--- AIM OF THE TASK ---
Filter these entries, keeping only lines that hold the word "compass".

═════ RECORD EXCERPTS

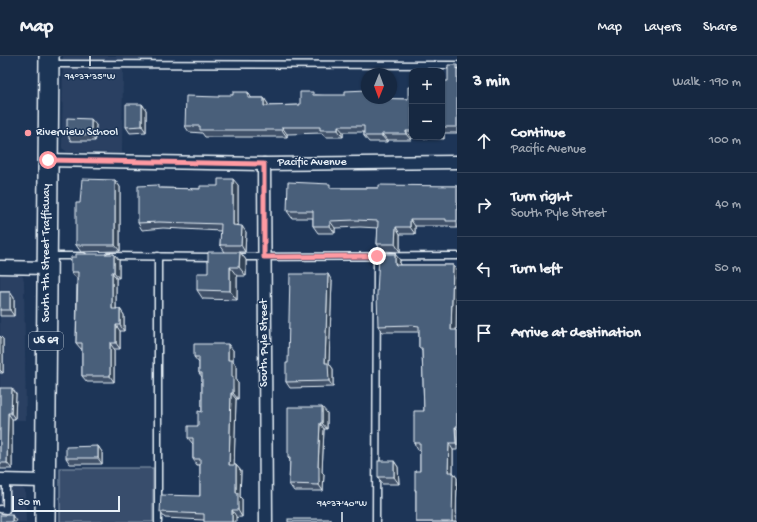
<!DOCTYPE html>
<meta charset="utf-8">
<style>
:root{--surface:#162841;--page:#1f3048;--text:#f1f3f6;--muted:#9ea6b1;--line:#35445a}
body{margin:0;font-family:"Gochi Hand",sans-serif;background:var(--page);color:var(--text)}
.controls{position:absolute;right:12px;top:12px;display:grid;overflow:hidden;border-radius:8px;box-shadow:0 1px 3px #0004}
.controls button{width:36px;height:36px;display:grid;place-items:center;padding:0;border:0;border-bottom:1px solid var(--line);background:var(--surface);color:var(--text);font:20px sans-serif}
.compass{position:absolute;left:361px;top:12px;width:36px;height:36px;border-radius:50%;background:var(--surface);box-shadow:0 1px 3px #0004;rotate:181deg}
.scale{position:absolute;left:12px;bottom:10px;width:108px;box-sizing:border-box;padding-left:4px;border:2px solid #e8f1f8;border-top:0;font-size:11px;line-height:14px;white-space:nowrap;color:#e8f1f8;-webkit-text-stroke:3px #1d3557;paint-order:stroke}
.stop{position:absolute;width:12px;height:12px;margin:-9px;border:3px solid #ff9aa2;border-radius:50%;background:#fff}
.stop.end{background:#ff9aa2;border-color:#fff;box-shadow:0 1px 4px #0008}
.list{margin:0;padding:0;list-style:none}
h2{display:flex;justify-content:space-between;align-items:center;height:52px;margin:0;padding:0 16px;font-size:17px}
h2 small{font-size:13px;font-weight:400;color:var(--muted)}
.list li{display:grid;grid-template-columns:26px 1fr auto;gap:12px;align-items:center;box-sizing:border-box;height:64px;padding:0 16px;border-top:1px solid var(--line)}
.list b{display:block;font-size:15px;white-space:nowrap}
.list p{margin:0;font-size:13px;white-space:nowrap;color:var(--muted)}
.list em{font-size:13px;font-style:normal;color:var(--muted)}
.icon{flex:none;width:22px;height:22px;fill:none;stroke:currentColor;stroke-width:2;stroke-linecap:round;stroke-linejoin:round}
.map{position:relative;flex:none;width:457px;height:466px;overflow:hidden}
header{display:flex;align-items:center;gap:24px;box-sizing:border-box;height:56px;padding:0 20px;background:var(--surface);border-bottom:1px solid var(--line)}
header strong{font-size:19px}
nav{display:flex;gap:22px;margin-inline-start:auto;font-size:14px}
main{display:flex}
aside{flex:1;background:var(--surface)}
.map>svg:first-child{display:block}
</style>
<header>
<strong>Map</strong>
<nav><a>Map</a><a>Layers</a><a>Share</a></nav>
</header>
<main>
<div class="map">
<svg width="457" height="466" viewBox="0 0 457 466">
<rect width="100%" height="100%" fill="#1d3557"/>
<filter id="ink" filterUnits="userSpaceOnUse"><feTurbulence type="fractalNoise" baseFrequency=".025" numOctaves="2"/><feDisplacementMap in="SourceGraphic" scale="8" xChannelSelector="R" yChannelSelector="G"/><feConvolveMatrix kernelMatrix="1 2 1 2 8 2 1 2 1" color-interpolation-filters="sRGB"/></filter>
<g filter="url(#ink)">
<g fill="#2a4162">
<polygon points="63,0 152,0 152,14 123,13 122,97 67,96 62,92"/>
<polygon points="0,216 15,216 20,218 23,221 24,225 26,364 0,364"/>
<polygon points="0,429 19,430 25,434 26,466 0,466"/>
</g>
<rect fill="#374d6c" stroke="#909fb2" x="60" y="412" width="93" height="54"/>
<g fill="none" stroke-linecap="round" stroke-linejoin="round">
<defs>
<g id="lane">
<polyline points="51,8 457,9"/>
<polyline points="49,200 83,200"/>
<polyline points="109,200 215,201"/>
<polyline points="158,200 158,466"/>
<polyline points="237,201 457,200"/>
<polyline points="0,453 6,454 6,424"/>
<polyline points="376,466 377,201"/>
</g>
<g id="street">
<polyline points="47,104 264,108 457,106"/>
<polyline points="264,108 266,466"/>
<polyline points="0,211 47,212"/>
<polyline points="0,424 45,425"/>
</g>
<polyline id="primary" points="45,466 49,0"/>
</defs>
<use href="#lane" stroke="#e8f1f8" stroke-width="9"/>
<use href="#street" stroke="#e8f1f8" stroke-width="15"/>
<use href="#primary" stroke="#e8f1f8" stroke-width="22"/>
<use href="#lane" stroke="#1d3557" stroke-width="6"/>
<use href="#street" stroke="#1d3557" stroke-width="12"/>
<use href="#primary" stroke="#1d3557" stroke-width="19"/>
</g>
<g fill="#3f5169" stroke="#e8f1f8">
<polygon points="457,9 457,77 444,77 444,83 411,82 411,84 387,84 387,86 369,86 364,80 364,76 343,76 343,81 325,81 322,77 287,78 287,81 205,81 202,77 189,76 185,70 219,41 233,39 251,42 264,42 268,48 268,50 300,49 315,39 387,43 408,43 412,31 412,81 442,81 442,32 448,25"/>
<polygon points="142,48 146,54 146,76 130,77 126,71"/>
<polygon points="96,69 95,85 71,85 67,78"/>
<polygon points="115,124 120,131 120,195 81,196 76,189 80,147"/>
<polygon points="238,129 238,170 246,176 245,196 240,196 246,204 246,220 237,220 237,244 203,243 197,234 208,217 225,196 220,189 221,175 163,172 142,174 138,167 160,132 200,133"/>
<polygon points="457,130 457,172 451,172 449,170 415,170 415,178 400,178 400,196 382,195 377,188 378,172 360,171 335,172 335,177 318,177 313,170 313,162 292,162 287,155 332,132 379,132"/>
<polygon points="114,198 119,204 119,222 116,222 116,253 120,253 124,259 124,275 120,275 120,293 114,293 114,326 87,326 82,320 82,293 81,293 76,287 77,222 76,222 71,216"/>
<polygon points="400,204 400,209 453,209 457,215 456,274 457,274 457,394 453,394 453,416 457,422 456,466 416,466 416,436 415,434 420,415 420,394 418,394 414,387 424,355 422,295 419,292 419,276 382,276 378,270"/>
<polygon points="332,225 329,307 333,313 333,331 290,332 286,326 288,307"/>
<polygon points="0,236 10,236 14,242 14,260 0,260"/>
<polygon points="0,280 3,283 3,317 0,317"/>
<polygon points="233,294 233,305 236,310 236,325 238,327 238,343 236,343 234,409 236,409 241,415 240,441 242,443 242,461 204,464 165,462 160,456 200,440 200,409 197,409 193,403 193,388 188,382 198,370 202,356 202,321 199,317 199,307 194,301"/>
<polygon points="0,332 16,338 15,363 12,363 12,413 0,413"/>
<polygon points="327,357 327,373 324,373 322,416 324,418 323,435 294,435 289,428 290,404 288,402"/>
<polygon points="98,390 102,396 102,408 70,408 66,402"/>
<polygon points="394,405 398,411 399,428 382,428 378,421"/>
</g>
<g fill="#334255" stroke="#e8f1f8">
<polygon points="248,36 252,43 248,42"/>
<polygon points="264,42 268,48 268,56 264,50"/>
<polygon points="142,48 146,54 146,76 142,70"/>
<polygon points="91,63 96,69 95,85 91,79"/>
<polygon points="338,70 343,76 343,81 338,74"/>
<polygon points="282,71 287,78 287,81 282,74"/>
<polygon points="406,75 411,82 411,84 406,78"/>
<polygon points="442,75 444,77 444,83 442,81"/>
<polygon points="382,78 387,84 387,86 382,80"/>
<polygon points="233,123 238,129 238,176 233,169"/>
<polygon points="115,124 120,131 120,195 115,189"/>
<polygon points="410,163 415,170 415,178 410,171"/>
<polygon points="330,165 335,172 335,177 330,170"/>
<polygon points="242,170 246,176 245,196 241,189"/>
<polygon points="396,171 400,178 400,196 395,188"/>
<polygon points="240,196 246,204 246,220 239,211"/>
<polygon points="114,198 119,204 119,222 114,216"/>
<polygon points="395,198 400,204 399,214 395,208"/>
<polygon points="453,209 457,215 456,280 451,274"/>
<polygon points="230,211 237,220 237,244 230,235"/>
<polygon points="112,216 116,222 116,259 112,253"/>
<polygon points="328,218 332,225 329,307 333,313 333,331 329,325 325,307"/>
<polygon points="10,236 14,242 14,260 10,254"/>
<polygon points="120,253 124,259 124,275 120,269"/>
<polygon points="116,269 120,275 120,293 116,287"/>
<polygon points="0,280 3,283 3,317 0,314"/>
<polygon points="110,287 114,293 114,326 110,320"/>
<polygon points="228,288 233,294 233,305 236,310 236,325 238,327 238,343 233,337 232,321 228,304"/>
<polygon points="12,332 16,338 15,363 11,357"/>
<polygon points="231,337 236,343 234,415 229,409"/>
<polygon points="322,351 327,357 327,373 322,367"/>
<polygon points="8,357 12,363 12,413 7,407"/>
<polygon points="320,367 324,373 322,416 324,418 323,435 319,429 318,411"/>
<polygon points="455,371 457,373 457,389 456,387"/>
<polygon points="449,387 453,394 453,416 457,422 456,466 452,466 448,416"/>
<polygon points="98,390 102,396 102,408 98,402"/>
<polygon points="394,405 398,411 399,428 394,421"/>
<polygon points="236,409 241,415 240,441 242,443 242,461 238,454 236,437"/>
<polygon points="232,454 236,460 236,466 232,466"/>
<polygon points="12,459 16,465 16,466 12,466"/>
</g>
<g fill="#495e7a" stroke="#e8f1f8">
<polygon points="448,9 457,9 457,71 442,71 442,25 448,25"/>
<polygon points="408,31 412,31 412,75 406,75 406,78 382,78 382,80 364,80 364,70 338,70 338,74 320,74 320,71 282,71 282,74 200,74 200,70 185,70 186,40 219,41 219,39 233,39 233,36 248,36 248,42 264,42 264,50 300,49 300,36 313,36 313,39 345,39 345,35 367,34 367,42 408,43"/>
<polygon points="126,48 142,48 142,70 126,71"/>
<polygon points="67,62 91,63 91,79 67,78"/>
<polygon points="82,123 115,124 115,189 76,189 76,147 80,147"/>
<polygon points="218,123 233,123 233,169 242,170 241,189 220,189 221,168 159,166 138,167 138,130 158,129 158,132 200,133 200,130 218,130"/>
<polygon points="288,126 330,128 330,132 379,132 379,129 457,130 457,165 446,165 446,163 410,163 410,171 396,171 395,188 377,188 378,165 355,164 330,165 330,170 313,170 313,155 287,155"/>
<polygon points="208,196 240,196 239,211 230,211 230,235 197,234 197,217 208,217"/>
<polygon points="76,198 114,198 114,216 112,216 112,253 120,253 120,269 116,269 116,287 110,287 110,320 82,320 82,287 76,287 78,216 71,216 71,201 76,201"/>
<polygon points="379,198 395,198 395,208 396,209 453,209 451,274 457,274 457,371 455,371 456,387 449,387 448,416 453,416 452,466 416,466 416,434 415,434 415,415 420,415 420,387 414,387 414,355 424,355 422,292 419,292 419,270 412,269 378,270 377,238"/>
<polygon points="290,218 328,218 325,307 328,307 329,325 286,326 286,307 288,307"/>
<rect x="0" y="236" width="10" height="18"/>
<polygon points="194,288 228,288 228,304 232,304 232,321 233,321 233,337 231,337 229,409 236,409 236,437 238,437 238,454 232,454 232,466 204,466 204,458 160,456 161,439 200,440 200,403 193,403 193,382 188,382 188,370 198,370 198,355 202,356 202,317 199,317 199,301 194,301"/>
<polygon points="0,332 12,332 11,357 8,357 7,407 0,407"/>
<polygon points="288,351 322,351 322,367 320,367 318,411 319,411 319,429 289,428 290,402 288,402"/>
<polygon points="98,390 98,402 66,402 66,391"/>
<rect x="378" y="405" width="16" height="16"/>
<rect x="0" y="459" width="12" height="7"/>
<rect x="288" y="463" width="43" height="3"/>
</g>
</g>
<g fill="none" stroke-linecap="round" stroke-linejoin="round" filter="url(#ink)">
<polyline stroke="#ff9aa2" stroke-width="5" points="48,104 264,108 264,201 377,200"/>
</g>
<path fill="none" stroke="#e8f1f8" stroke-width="1.5" d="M90 10V0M342 466V456"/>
<circle fill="#ff9aa2" stroke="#1d3557" stroke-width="1.5" cx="28" cy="77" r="4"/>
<g text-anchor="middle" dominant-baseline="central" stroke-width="3" stroke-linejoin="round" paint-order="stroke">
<rect fill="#1d3557" stroke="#abb9c8" stroke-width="1" x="29" y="276" width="34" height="18" rx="3"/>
<g font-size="11" font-weight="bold" fill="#e8f1f8">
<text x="46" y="285">US 69</text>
</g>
<g font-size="12" fill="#e8f1f8" stroke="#1d3557" text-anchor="start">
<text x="36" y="77">Riverview School</text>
</g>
<g font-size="12" fill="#e8f1f8" stroke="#1d3557">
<text x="312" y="107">Pacific Avenue</text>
<text transform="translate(47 197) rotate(-90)">South 7th Street Trafficway</text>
<text transform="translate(265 287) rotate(-90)">South Pyle Street</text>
</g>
</g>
<g font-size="10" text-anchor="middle" fill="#e8f1f8" stroke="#1d3557" stroke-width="3" stroke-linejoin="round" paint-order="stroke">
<text x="90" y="23">94°37'35"W</text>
<text x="342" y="450">94°37'40"W</text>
</g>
</svg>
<div class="controls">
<button>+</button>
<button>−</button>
</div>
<svg class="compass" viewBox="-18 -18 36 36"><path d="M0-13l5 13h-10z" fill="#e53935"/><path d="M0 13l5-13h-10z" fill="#9ea6b1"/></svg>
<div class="scale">50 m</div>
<div class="stop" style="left:48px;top:104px"></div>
<div class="stop end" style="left:377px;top:200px"></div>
</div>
<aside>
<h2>3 min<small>Walk · 190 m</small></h2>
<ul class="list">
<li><svg class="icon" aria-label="ahead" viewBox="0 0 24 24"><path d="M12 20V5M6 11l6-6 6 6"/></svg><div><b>Continue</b><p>Pacific Avenue</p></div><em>100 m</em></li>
<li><svg class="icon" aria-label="right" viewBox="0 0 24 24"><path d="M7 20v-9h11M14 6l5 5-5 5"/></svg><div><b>Turn right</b><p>South Pyle Street</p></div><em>40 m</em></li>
<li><svg class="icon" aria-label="left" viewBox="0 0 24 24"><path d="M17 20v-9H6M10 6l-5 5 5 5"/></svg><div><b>Turn left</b></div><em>50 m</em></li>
<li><svg class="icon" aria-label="arrive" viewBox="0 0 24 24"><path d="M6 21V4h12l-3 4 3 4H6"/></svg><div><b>Arrive at destination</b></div></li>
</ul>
</aside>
</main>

══════════

--- RESPONSE ---
.compass{position:absolute;left:361px;top:12px;width:36px;height:36px;border-radius:50%;background:var(--surface);box-shadow:0 1px 3px #0004;rotate:181deg}
<svg class="compass" viewBox="-18 -18 36 36"><path d="M0-13l5 13h-10z" fill="#e53935"/><path d="M0 13l5-13h-10z" fill="#9ea6b1"/></svg>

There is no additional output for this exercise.